Ahlberg: I’ll give you three kinds of threats, depending on who you are. If you are a journalist, for example, you could be worried about intelligence agencies... criminals or hacktivists who don't like what you're writing about... If you are writing pointy stuff, they might try to steal your what you’re writing about, they might try to scare you, they might try to influence you. If you’re a company, you might be worried about intelligence agencies who are trying to steal your intellectual property. If you’re a bank, it might be criminals who are trying to steal your money…. If you’re (a government), you might be worried about other intelligence agencies who are trying to steal your information.

BostInno: Could you give an example?

Ahlberg: ...It might be in a criminal forum, very deep in the underground where the bad guys sell and share and collaborate. There might be a guy who says, “Look, I have logins for Bank XYZ, does anyone know how we can take advantage of that?” Another guy might say, “That’s interesting, because I have a trojan that works exactly for that bank. I’ve been looking for their logins.”

BostInno: How do you define the dark web?

Truvé: My definition is the part of the web that is not indexed… by search engines. That’s partly because it’s hard to find and that’s partly because it’s protected by passwords and things like that. Say you set up shop in the dark web, you need customers to find you, you need to advertise. Essentially what they do is, they advertise – they might be in “less dark” forums, and what not, advertising their services – and then we can follow them and that’s the way we can find them. If you do business, you need to be found.

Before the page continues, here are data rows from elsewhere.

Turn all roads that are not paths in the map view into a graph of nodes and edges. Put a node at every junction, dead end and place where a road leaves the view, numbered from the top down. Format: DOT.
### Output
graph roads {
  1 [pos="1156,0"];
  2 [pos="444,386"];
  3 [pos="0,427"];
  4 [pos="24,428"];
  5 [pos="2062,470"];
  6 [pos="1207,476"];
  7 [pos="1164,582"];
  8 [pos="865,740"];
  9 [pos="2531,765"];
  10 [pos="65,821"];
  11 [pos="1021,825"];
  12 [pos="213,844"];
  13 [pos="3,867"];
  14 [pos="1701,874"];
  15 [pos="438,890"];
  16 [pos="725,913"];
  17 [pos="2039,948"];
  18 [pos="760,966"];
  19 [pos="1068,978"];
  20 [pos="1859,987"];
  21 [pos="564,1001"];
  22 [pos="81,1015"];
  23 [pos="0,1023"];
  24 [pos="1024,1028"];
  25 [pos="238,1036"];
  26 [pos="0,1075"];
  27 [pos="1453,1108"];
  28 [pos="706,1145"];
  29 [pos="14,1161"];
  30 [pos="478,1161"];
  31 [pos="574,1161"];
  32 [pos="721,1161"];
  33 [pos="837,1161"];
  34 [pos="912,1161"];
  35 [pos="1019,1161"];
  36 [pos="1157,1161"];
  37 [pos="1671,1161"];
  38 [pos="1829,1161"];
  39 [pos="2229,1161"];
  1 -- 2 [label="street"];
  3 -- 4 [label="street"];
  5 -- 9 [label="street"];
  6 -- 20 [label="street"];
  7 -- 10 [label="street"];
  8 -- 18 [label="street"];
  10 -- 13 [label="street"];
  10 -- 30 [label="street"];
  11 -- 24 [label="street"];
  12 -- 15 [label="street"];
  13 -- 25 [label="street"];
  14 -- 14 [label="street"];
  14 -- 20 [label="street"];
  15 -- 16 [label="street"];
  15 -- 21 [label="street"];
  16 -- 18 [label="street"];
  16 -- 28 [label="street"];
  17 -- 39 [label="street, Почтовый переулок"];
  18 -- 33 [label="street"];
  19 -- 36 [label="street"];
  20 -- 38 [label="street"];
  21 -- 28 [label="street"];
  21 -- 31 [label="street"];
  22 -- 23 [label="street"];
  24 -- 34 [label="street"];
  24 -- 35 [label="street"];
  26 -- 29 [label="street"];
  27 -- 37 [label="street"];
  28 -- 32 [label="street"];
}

BostInno: So is this different from what a government might do, where they might put out a wide net, looking to, say, prevent a terror attack?

Truvé: No, we do cast a very wide net. … Any company could walk in the door, and we would have interesting information for them, because we do such a broad collection. So the comparison of how a government runs its intelligence agency is a very good one. I sometimes say that we are the intelligence agency for people who can’t afford to buy their own or have the technical skills to do their own.… My personal ambition is to build a model of what’s happening in the world… and then organize everything for analysis.

BostInno: Is there a place where you feel your client-base is the strongest, or is it more or less the so-called “Western World”?

Truvé: That’s a good description. Some people think we have a lot of government customers. We have some key government customers, but the bulk of our customers are large corporations, world-wide. It’s spread across many different sectors: finance, manufacturing, food production, infrastructure, all over.

BostInno: Is there concern someone could use this for bad purposes? What if, say, the Chinese government wanted to use your product to protect from people organizing against a political figure?

Truvé: We have very high moral standards. What you said earlier about selling to the Western democracies is a strong principal to us. The Chinese government has never contacted us and if they did we wouldn’t sell to them. With all the analysis (of) problems about China, I’m sure they would not contact us.

BostInno: You just raised $25 million in October. Do you expect to raise more at some point?

Ahlberg: I hope not. It’s not in our plans to raise more money.

BostInno: Do you have any plans for an exit?

Truvé: We want to build a great company. If we focus on building a good company, everything else will work itself out one way or another.

These interviews were edited for brevity and clarity.